#Palestinian territory, occupied or not according to #Israel? There are not one but two arguments, presented in the alternative by the Government of Israel. This is key for @CIJ_ICJ deliberations:
When the Government of #Israel comes before the Israeli High Court, it consistently argues that #Palestinian territory is under belligerent occupation, where Israeli metropolitan law does not apply, and where the Israeli Military Government is the supreme legislator and executive
That, in turn, allowed the #Israeli military commander to undertake excessive and inadmissible legislative changes and actions in disregard of #Palestinian rights and interests under int'l law #IHL - with the Court's approval - purportedly shielding it from criticism.
Outside the halls of the Court, the Israeli government argues in the alternative - out of political convenience - that the territory is not occupied at all, basing itself on the argument developed by its legal counsel, Prof. Yehuda Blum in 1968.
While Blum's assertion was rejected by his contemporary Prof. Theodor Meron (MFA Counsel, later to serve as ICTY President) in a classified memo to the Foreign Minister on the applicability of the law of occupation, the Israeli government continues to uphold it.
More recently, the 2012 Government-commissioned report by former High Court Justice Edmund Levi asserted that the law of occupation, including the Fourth Geneva Convention, does not apply to the Israeli presence in 'Judea and Samaria', and it is within its right to settle it.
Since 2016, and recirculated by @IsraelMFA in November 2021 (under @yairlapid), the formal position of the Government of Israel (its opinio juris) is that the territory is not occupied.
Basing itself on arguments put forward by Blum and Levi (and rejected by the international community as a whole) Israel argues that the territory is not occupied, and is available for Israeli acquisition and colonization, despite competing Palestinian claims.

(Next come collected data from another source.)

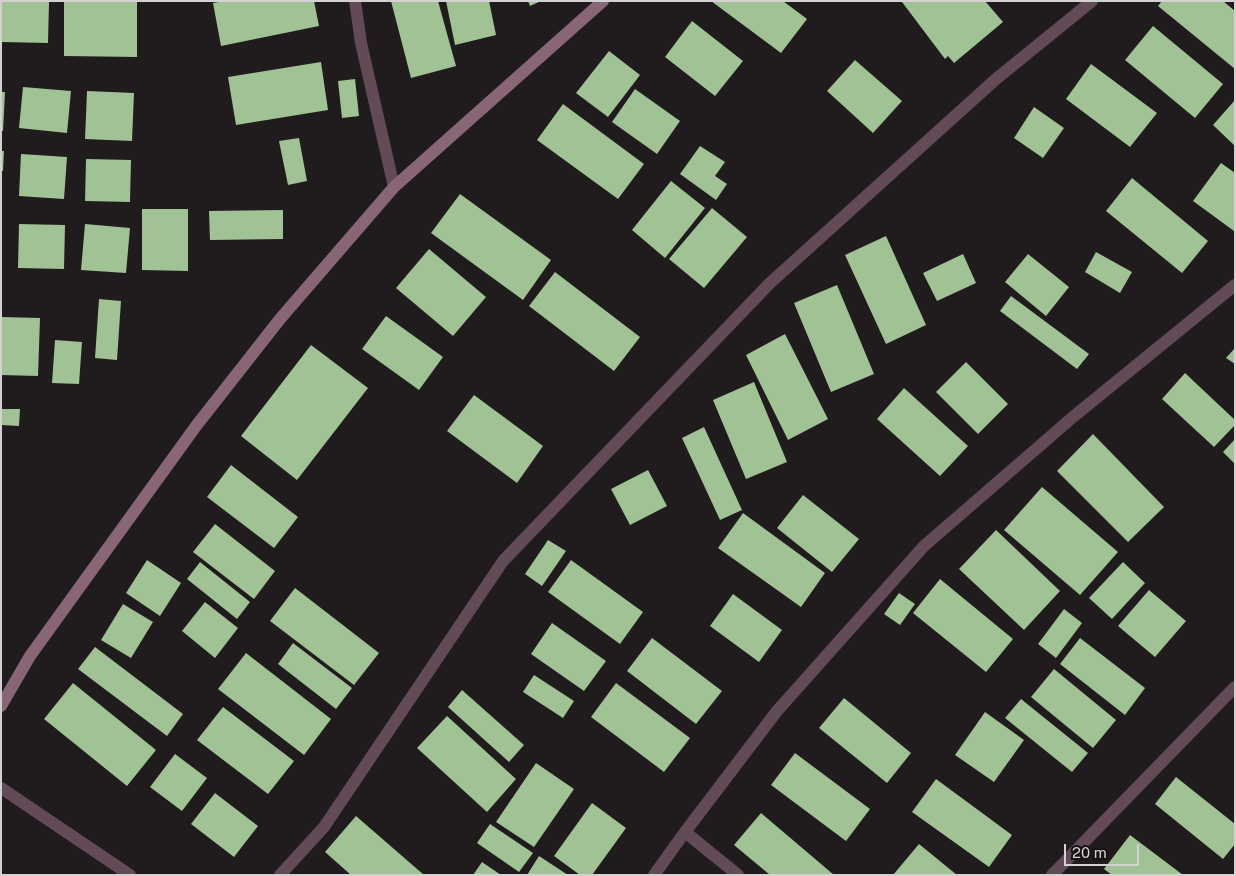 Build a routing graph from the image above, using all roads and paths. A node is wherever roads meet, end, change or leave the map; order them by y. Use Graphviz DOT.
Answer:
graph roads {
  1 [pos="355,1"];
  2 [pos="604,1"];
  3 [pos="1092,1"];
  4 [pos="394,187"];
  5 [pos="1235,285"];
  6 [pos="1235,687"];
  7 [pos="1,706"];
  8 [pos="1,788"];
  9 [pos="685,832"];
  10 [pos="130,875"];
  11 [pos="280,875"];
  12 [pos="654,875"];
  13 [pos="738,875"];
  14 [pos="1052,875"];
  1 -- 4 [label="street"];
  2 -- 4 [label="street"];
  3 -- 11 [label="street"];
  4 -- 7 [label="street"];
  5 -- 9 [label="street"];
  6 -- 14 [label="street"];
  8 -- 10 [label="street"];
  9 -- 12 [label="street"];
  9 -- 13 [label="street"];
}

So what, in sum, what is the @CIJ_ICJ to make of it? Notably, the Government of Israel is aware of the fact that the territory is factually occupied, and it argues that it is when it serves its administration of the territory and subjugation of its Palestinian people (...)
While arguing in the alternative that it is not occupied, when it serves its interest in the irreversible and perpetual acquisition of the West Bank, in the form of annexation or colonization.
Ultimately, the Court will likely restate its 2004 conclusion that the territory is Palestinian and occupied by Israel, going on to establish that Israel has abused the law of occupation to mask its prohibited annexation of the territory, rendering its occupation unlawful.
The @CIJ_ICJ in addressing the legality of a prolonged #Israeli occupation, will likely apply a test such as the one developed by @MichaelLynk5 that would expose the acquisitive and abusive purpose of prolonging the occupation, in violation of peremptory norms of int'l law.
If the @CIJ_ICJ concludes that the #Israeli occupation is acquisitive, unjustifiably prolonged and unlawful, it could not but conclude that it is an act of aggression committed against the #Palestinian people and polity.
From that flows a violation of three peremptory norms of international law - codified by the @UN International Law Commission - the basic rules of #IHL pertaining to proscribed annexation, the prohibition on aggression, and the right of #Palestinians to self-determination.
The legal consequences of the "Israeli trinomial violation" is the duty of third parties not to recognize, aid, or assist its continuation and the ancillary duty to cooperate in invoking Israeli responsibility for its wrongful behavior.
The 1971 @CIJ_ICJ Namibia Advisory Opinion (alongside the 2004 Wall AO and the 2019 Chagos AO) would serve as precedence in establishing an obligation - not subject to any form of negotiations between the parties - to end the occupation, and respective duties of int'l community.